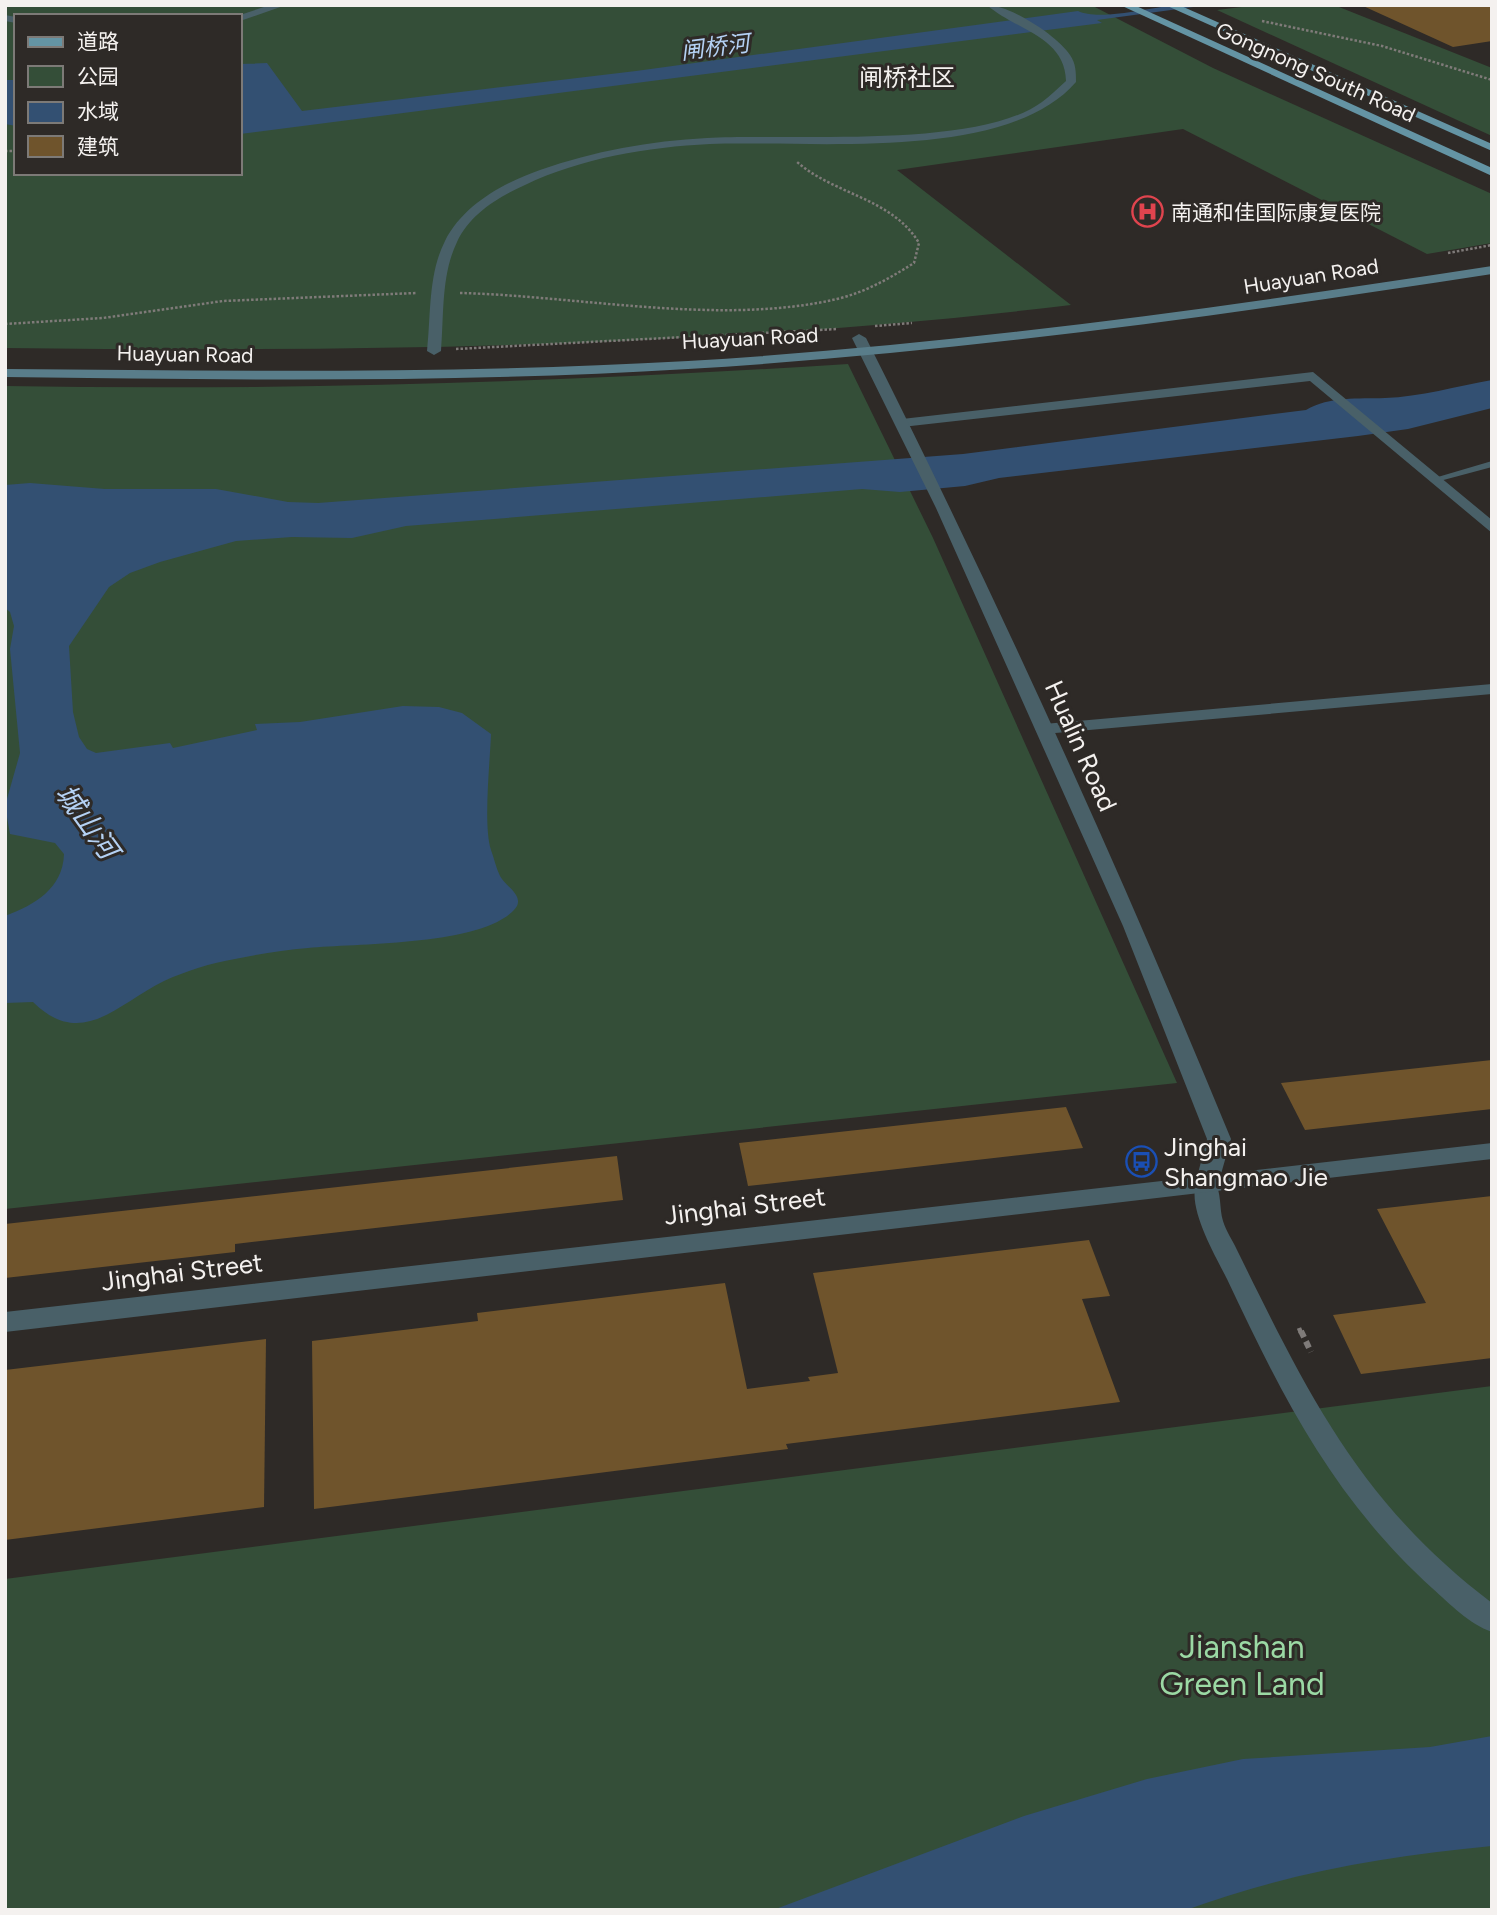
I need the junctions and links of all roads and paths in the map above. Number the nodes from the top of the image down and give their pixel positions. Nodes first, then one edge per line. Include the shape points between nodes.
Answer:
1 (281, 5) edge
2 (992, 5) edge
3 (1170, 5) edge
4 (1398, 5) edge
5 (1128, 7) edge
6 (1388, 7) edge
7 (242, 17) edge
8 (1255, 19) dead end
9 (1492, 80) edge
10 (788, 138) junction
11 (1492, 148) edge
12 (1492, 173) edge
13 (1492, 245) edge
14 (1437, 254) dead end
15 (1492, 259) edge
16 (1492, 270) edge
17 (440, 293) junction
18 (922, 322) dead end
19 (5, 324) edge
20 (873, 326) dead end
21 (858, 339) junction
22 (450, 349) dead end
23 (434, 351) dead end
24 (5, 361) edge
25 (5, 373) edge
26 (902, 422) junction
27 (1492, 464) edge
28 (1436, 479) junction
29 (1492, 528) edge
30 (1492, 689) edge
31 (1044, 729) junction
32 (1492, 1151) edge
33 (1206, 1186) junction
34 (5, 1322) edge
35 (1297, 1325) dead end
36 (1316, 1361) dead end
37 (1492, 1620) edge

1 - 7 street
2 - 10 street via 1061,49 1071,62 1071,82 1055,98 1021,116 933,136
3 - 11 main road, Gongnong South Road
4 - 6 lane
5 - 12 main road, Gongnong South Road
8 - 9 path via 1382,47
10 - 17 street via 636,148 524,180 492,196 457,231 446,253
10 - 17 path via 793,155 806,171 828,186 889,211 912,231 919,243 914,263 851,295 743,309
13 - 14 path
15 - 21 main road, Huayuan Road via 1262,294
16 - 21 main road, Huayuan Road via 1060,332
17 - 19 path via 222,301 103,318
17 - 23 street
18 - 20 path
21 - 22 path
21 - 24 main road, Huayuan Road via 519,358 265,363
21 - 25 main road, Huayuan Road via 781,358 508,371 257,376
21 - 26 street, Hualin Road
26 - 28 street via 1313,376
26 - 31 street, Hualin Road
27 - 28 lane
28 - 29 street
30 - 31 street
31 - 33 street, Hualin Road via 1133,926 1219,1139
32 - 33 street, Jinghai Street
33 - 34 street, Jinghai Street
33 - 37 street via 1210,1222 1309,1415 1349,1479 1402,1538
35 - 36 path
***
Pictures stay out; the entries above are to be output exactly as given.

— Response area —
I need the junctions and links of all roads and paths in the map above. Number the nodes from the top of the image down and give their pixel positions. Nodes first, then one edge per line. Include the shape points between nodes.
Answer:
1 (281, 5) edge
2 (992, 5) edge
3 (1170, 5) edge
4 (1398, 5) edge
5 (1128, 7) edge
6 (1388, 7) edge
7 (242, 17) edge
8 (1255, 19) dead end
9 (1492, 80) edge
10 (788, 138) junction
11 (1492, 148) edge
12 (1492, 173) edge
13 (1492, 245) edge
14 (1437, 254) dead end
15 (1492, 259) edge
16 (1492, 270) edge
17 (440, 293) junction
18 (922, 322) dead end
19 (5, 324) edge
20 (873, 326) dead end
21 (858, 339) junction
22 (450, 349) dead end
23 (434, 351) dead end
24 (5, 361) edge
25 (5, 373) edge
26 (902, 422) junction
27 (1492, 464) edge
28 (1436, 479) junction
29 (1492, 528) edge
30 (1492, 689) edge
31 (1044, 729) junction
32 (1492, 1151) edge
33 (1206, 1186) junction
34 (5, 1322) edge
35 (1297, 1325) dead end
36 (1316, 1361) dead end
37 (1492, 1620) edge

1 - 7 street
2 - 10 street via 1061,49 1071,62 1071,82 1055,98 1021,116 933,136
3 - 11 main road, Gongnong South Road
4 - 6 lane
5 - 12 main road, Gongnong South Road
8 - 9 path via 1382,47
10 - 17 street via 636,148 524,180 492,196 457,231 446,253
10 - 17 path via 793,155 806,171 828,186 889,211 912,231 919,243 914,263 851,295 743,309
13 - 14 path
15 - 21 main road, Huayuan Road via 1262,294
16 - 21 main road, Huayuan Road via 1060,332
17 - 19 path via 222,301 103,318
17 - 23 street
18 - 20 path
21 - 22 path
21 - 24 main road, Huayuan Road via 519,358 265,363
21 - 25 main road, Huayuan Road via 781,358 508,371 257,376
21 - 26 street, Hualin Road
26 - 28 street via 1313,376
26 - 31 street, Hualin Road
27 - 28 lane
28 - 29 street
30 - 31 street
31 - 33 street, Hualin Road via 1133,926 1219,1139
32 - 33 street, Jinghai Street
33 - 34 street, Jinghai Street
33 - 37 street via 1210,1222 1309,1415 1349,1479 1402,1538
35 - 36 path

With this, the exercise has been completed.